3. Emerging use cases: payroll, treasury, yield
“Companies want to be ready when employees start asking to be paid in local stablecoins.”
— Ben Reid
Ben shares early adoption trends:
payroll platforms preparing to support MXNB,
enterprises exploring real-denominated yield,
treasury teams wanting on-chain versions of the currency they already use.
4. Rethinking the stablecoin sandwich & on-chain FX
“If companies stop converting to fiat on arrival, the entire stablecoin model changes.”
— Ben Reid
Ben describes how MXNB and BRL1 could reduce FX friction by enabling issuer-to-issuer flows.
This opens the door to new payment models where the cost sits in the middle, not the edges, something only programmable money enables.
5. Regulation: Mexico, Brazil, El Salvador and the Genius Act
“Regulation is the unlock. Without clarity, none of this scales.”
— Ben Reid
The episode covers:
Brazil’s collaborative regulatory posture,
Mexico’s cautious approach,
El Salvador as a hub for stablecoin issuance,
and the Genius Act’s passporting mechanism, a potentially transformative clause that could standardize global frameworks.

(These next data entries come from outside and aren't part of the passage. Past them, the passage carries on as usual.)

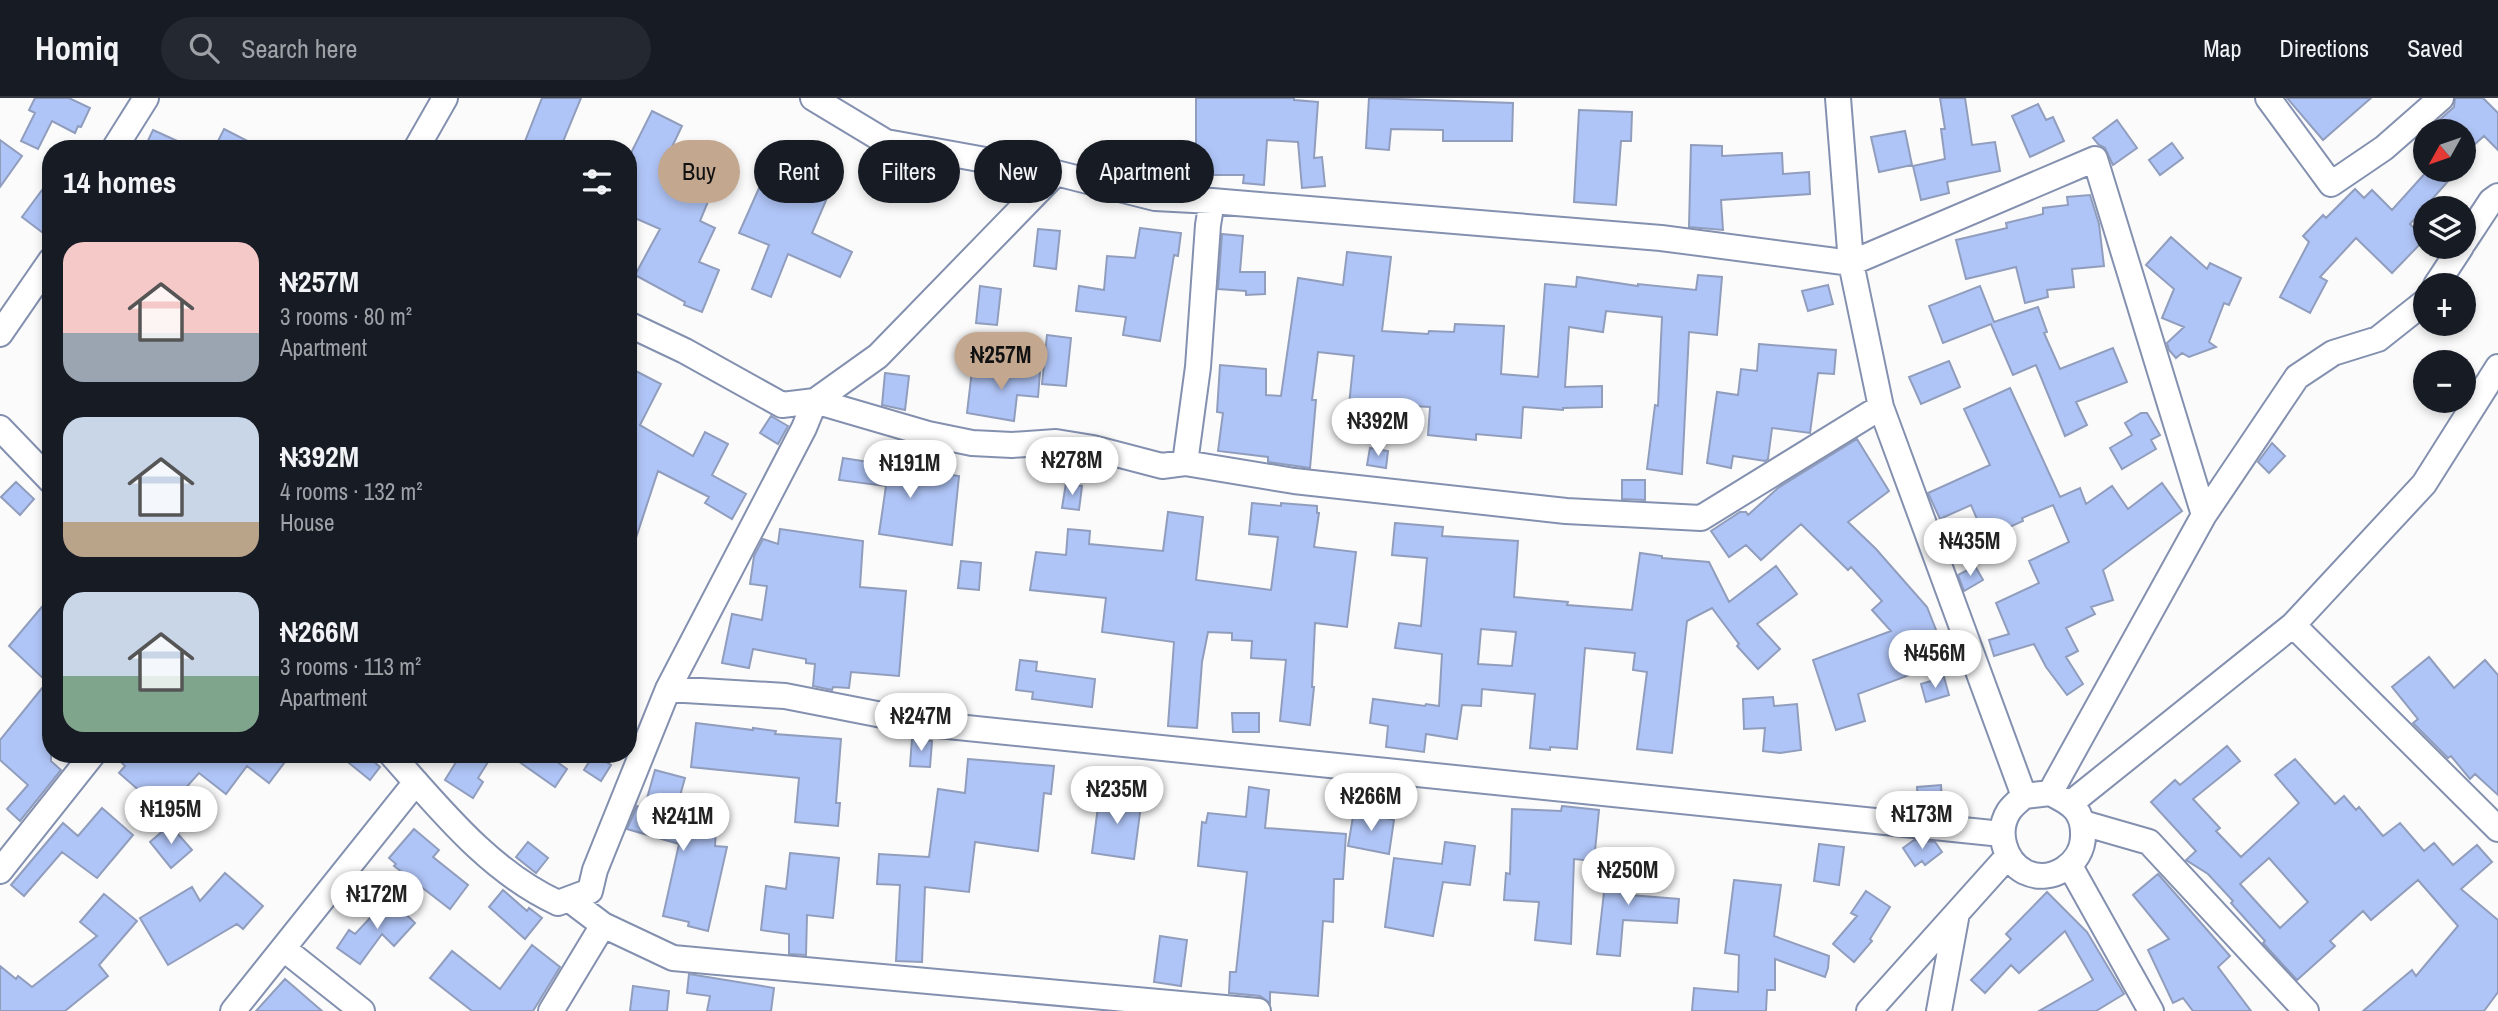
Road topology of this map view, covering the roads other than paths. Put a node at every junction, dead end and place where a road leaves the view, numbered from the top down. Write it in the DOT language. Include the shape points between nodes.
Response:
graph roads {
  1 [pos="146,98"];
  2 [pos="444,98"];
  3 [pos="813,98"];
  4 [pos="1838,98"];
  5 [pos="2268,98"];
  6 [pos="2441,98"];
  7 [pos="120,140"];
  8 [pos="421,140"];
  9 [pos="974,158"];
  10 [pos="2498,196"];
  11 [pos="1214,201"];
  12 [pos="1027,203"];
  13 [pos="1212,203"];
  14 [pos="2476,224"];
  15 [pos="1852,263"];
  16 [pos="42,273"];
  17 [pos="2413,311"];
  18 [pos="637,328"];
  19 [pos="0,334"];
  20 [pos="2498,367"];
  21 [pos="815,401"];
  22 [pos="1881,407"];
  23 [pos="2,435"];
  24 [pos="1185,463"];
  25 [pos="42,473"];
  26 [pos="2204,515"];
  27 [pos="2293,625"];
  28 [pos="668,689"];
  29 [pos="86,763"];
  30 [pos="399,763"];
  31 [pos="416,782"];
  32 [pos="2024,796"];
  33 [pos="2068,807"];
  34 [pos="2498,828"];
  35 [pos="2005,845"];
  36 [pos="2070,866"];
  37 [pos="0,872"];
  38 [pos="570,900"];
  39 [pos="1957,913"];
  40 [pos="603,925"];
  41 [pos="284,949"];
  42 [pos="233,1011"];
  43 [pos="362,1011"];
  44 [pos="551,1011"];
  45 [pos="1258,1011"];
  46 [pos="1869,1011"];
  47 [pos="1939,1011"];
  48 [pos="2151,1011"];
  49 [pos="2306,1011"];
  1 -- 7 [label="street"];
  2 -- 8 [label="street"];
  3 -- 9 [label="street" via="886,142"];
  4 -- 15 [label="street"];
  5 -- 6 [label="street" via="2331,184 2384,148"];
  10 -- 14 [label="street"];
  11 -- 15 [label="street" via="1661,238"];
  12 -- 21 [label="street" via="878,356"];
  13 -- 24 [label="street" via="1199,367"];
  15 -- 22 [label="street"];
  15 -- 26 [label="street" via="2095,159"];
  16 -- 19 [label="street"];
  17 -- 26 [label="street" via="2378,339 2333,353 2297,377"];
  18 -- 21 [label="street" via="782,405"];
  20 -- 27 [label="street" via="2424,484"];
  21 -- 24 [label="street" via="972,443 1056,442 1162,466"];
  21 -- 28 [label="street"];
  22 -- 24 [label="street" via="1701,518 1552,509 1294,481"];
  22 -- 32 [label="street"];
  23 -- 25 [label="street"];
  26 -- 33 [label="street"];
  27 -- 33 [label="street"];
  27 -- 34 [label="street"];
  28 -- 35 [label="street" via="785,696 928,724"];
  28 -- 38 [label="street" via="590,891"];
  29 -- 37 [label="street"];
  30 -- 31 [label="street"];
  31 -- 38 [label="street" via="471,842 534,892 558,903"];
  31 -- 41 [label="street"];
  32 -- 33 [label="street"];
  32 -- 35 [label="street" via="2009,811"];
  33 -- 36 [label="street" via="2083,847"];
  33 -- 49 [label="street" via="2149,842"];
  35 -- 36 [label="street" via="2026,872 2049,876"];
  35 -- 39 [label="street"];
  36 -- 48 [label="street"];
  38 -- 40 [label="street"];
  39 -- 46 [label="street"];
  39 -- 47 [label="street"];
  40 -- 44 [label="street"];
  40 -- 45 [label="street" via="673,958"];
  41 -- 42 [label="street"];
  41 -- 43 [label="street"];
}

6. Fragmentation vs. consolidation
“The temptation for every company to issue a stablecoin is real, but consolidation is inevitable.”
— Ben Reid
Ben explains why we won’t see thousands of local stablecoins.
Instead, a few strong issuers per currency will emerge, especially where there’s a real pain point, like BRL1’s role in improving market-making across Brazil’s fragmented exchange landscape.
Non-USD stablecoins: a new phase for Latam
This episode shows that local-currency stablecoins are not just a novelty, they’re becoming infrastructure.
They expand market access, reduce friction, unlock yield opportunities, and create more efficient payment flows.
“The world is going on-chain — and not only in dollars.”